High-density lipoprotein (HDL) is one of the five major groups of lipoproteins. Lipoproteins are complex particles composed of multiple proteins which transport all fat molecules (lipids) around the body within the water outside cells. They are typically composed of 80-100 proteins per particle (organized by one, two or three ApoA; more as the particles enlarge, picking up and carrying more fat molecules) and transporting up to hundreds of fat molecules per particle.
Lipoproteins have long been divided into 5 subgroups, by density/size (an inverse relationship), which also correlates with function and incidence of cardiovascular events. Unlike the larger lipoprotein particles which deliver fat molecules to cells, HDL particles remove fat molecules from cells which need to export fat molecules. The lipids carried include cholesterol, phospholipids, and triglycerides; amounts of each are quite variable.
Increasing concentrations of HDL particles are strongly associated with decreasing accumulation of atherosclerosis within the walls of arteries. This is important because atherosclerosis eventually results in sudden plaque ruptures, cardiovascular disease, stroke and other vascular diseases. HDL particles are sometimes referred to as “good cholesterol” because they can transport fat molecules out of artery walls, reduce macrophage accumulation, and thus help prevent or even regress atherosclerosis, but studies have shown that HDL-lacking mice still have the ability to transport cholesterol to bile, suggesting that there are alternative mechanisms for cholesterol removal.
Because of the high cost of directly measuring HDL and LDL (low-density lipoprotein) protein particles, blood tests are commonly performed for the surrogate value, HDL-C, i.e. the cholesterol associated with ApoA-1/HDL particles. In healthy individuals, about 30% of blood cholesterol, along with other fats, is carried by HDL. This is often contrasted with the amount of cholesterol estimated to be carried within low-density lipoprotein particles, LDL, and called LDL-C. HDL particles remove fats and cholesterol from cells, including within artery wall atheroma, and transport it back to the liver for excretion or re-utilization; thus the cholesterol carried within HDL particles (HDL-C) is sometimes called “good cholesterol” (despite being the same as cholesterol in LDL particles).
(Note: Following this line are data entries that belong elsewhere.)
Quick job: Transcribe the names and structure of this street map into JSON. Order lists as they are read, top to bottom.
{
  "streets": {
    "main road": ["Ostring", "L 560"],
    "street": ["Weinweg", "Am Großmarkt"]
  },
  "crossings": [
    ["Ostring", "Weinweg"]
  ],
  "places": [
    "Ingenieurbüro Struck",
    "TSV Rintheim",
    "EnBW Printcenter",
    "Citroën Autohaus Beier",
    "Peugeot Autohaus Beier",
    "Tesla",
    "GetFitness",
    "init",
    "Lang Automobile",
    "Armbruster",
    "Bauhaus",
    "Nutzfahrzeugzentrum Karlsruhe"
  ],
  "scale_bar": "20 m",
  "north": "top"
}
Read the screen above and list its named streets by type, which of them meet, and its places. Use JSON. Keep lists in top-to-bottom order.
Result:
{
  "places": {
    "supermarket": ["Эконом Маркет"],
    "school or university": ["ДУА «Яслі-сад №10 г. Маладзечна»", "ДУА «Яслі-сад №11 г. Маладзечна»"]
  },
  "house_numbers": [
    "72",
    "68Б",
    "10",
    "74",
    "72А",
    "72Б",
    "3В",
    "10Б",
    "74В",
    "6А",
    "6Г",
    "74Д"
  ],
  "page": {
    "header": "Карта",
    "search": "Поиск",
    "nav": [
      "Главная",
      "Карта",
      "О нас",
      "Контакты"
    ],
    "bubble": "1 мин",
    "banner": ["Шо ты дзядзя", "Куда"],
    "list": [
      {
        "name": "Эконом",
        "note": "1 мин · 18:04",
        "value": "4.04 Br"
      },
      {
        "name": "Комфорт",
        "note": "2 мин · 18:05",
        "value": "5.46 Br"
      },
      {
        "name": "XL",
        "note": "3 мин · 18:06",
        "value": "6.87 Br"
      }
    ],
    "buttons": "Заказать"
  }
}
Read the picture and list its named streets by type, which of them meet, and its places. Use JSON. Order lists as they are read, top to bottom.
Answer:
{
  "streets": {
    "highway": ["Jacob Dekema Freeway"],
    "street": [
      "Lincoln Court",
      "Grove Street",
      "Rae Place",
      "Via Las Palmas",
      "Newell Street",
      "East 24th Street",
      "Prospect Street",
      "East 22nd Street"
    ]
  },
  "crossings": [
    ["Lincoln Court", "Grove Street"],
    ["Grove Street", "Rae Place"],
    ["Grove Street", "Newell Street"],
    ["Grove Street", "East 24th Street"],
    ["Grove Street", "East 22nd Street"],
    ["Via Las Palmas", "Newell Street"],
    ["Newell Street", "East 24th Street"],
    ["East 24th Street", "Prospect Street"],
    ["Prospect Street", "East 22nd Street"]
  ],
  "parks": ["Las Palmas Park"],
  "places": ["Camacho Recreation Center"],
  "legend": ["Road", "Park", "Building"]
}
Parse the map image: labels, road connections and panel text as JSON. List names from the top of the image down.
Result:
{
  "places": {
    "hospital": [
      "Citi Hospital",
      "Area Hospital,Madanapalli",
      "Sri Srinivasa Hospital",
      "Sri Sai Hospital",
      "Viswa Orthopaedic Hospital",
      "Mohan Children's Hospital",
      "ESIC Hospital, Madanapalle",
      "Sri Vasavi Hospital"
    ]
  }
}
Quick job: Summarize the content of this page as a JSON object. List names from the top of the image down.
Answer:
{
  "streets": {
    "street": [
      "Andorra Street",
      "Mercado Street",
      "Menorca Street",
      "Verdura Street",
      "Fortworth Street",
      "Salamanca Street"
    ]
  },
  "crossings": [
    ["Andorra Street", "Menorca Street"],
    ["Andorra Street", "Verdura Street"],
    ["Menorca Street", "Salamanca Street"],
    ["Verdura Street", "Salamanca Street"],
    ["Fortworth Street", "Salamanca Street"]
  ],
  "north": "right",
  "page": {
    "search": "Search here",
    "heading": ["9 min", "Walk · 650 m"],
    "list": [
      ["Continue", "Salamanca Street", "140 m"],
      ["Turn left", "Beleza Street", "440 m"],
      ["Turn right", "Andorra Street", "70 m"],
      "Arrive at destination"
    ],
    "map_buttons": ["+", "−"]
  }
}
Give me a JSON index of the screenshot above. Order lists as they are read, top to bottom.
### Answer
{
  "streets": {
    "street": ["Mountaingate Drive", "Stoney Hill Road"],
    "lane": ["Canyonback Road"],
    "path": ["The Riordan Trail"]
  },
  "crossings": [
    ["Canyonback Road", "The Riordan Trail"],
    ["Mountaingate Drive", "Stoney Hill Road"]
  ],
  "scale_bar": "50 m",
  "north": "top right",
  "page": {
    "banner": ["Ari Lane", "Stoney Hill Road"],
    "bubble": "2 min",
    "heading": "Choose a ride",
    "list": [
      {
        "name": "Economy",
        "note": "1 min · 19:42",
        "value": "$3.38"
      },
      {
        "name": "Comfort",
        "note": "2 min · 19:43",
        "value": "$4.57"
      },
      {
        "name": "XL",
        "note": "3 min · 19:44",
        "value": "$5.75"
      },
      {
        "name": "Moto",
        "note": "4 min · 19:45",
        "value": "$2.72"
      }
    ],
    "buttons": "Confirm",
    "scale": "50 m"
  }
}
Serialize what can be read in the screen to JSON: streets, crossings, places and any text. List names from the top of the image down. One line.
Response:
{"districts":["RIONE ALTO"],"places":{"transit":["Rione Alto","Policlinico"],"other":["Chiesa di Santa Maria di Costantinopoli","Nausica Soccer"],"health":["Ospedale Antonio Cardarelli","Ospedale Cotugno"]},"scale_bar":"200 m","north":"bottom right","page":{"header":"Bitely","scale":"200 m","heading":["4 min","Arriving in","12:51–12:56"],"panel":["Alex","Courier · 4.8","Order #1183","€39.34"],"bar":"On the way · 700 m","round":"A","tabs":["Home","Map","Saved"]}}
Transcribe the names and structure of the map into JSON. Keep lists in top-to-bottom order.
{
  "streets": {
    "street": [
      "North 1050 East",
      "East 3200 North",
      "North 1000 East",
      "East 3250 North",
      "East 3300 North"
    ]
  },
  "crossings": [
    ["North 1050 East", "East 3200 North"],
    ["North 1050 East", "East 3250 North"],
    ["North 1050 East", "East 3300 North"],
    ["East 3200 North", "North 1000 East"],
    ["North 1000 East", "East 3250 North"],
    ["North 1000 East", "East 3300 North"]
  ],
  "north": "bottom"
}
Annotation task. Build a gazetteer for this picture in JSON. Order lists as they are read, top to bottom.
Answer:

Those with higher levels of HDL-C tend to have fewer problems with cardiovascular diseases, while those with low HDL-C cholesterol levels (especially less than 40 mg/dL or about 1 mmol/L) have increased rates for heart disease. Higher native HDL levels are correlated with better cardiovascular health, but it does not appear that further increasing one’s HDL improves cardiovascular outcomes.
The remainder of the serum cholesterol after subtracting the HDL is the non-HDL cholesterol. The concentration of these other components, which may cause atheroma, is known as the non-HDL-C. This is now preferred to LDL-C as a secondary marker as it has been shown to be a better predictor and it is more easily calculated.
With a size ranging from 5 to 17 nm, HDL is the smallest of the lipoprotein particles. It is the densest because it contains the highest proportion of protein to lipids. Its most abundant apolipoproteins are apo A-I and apo A-II. A rare genetic variant, ApoA-1 Milano, has been documented to be far more effective in both protecting against and regressing arterial disease; atherosclerosis. The liver synthesizes these lipoproteins as complexes of apolipoproteins and phospholipid, which resemble cholesterol-free flattened spherical lipoprotein particles, whose NMR structure was recently published; the complexes are capable of picking up cholesterol, carried internally, from cells by interaction with the ATP-binding cassette transporter A1 (ABCA1). A plasma enzyme called lecithin-cholesterol acyltransferase (LCAT) converts the free cholesterol into cholesteryl ester (a more hydrophobic form of cholesterol), which is then sequestered into the core of the lipoprotein particle, eventually causing the newly synthesized HDL to assume a spherical shape. HDL particles increase in size as they circulate through the bloodstream and incorporate more cholesterol and phospholipid molecules from cells and other lipoproteins, for example by the interaction with the ABCG1 transporter and the phospholipid transport protein (PLTP).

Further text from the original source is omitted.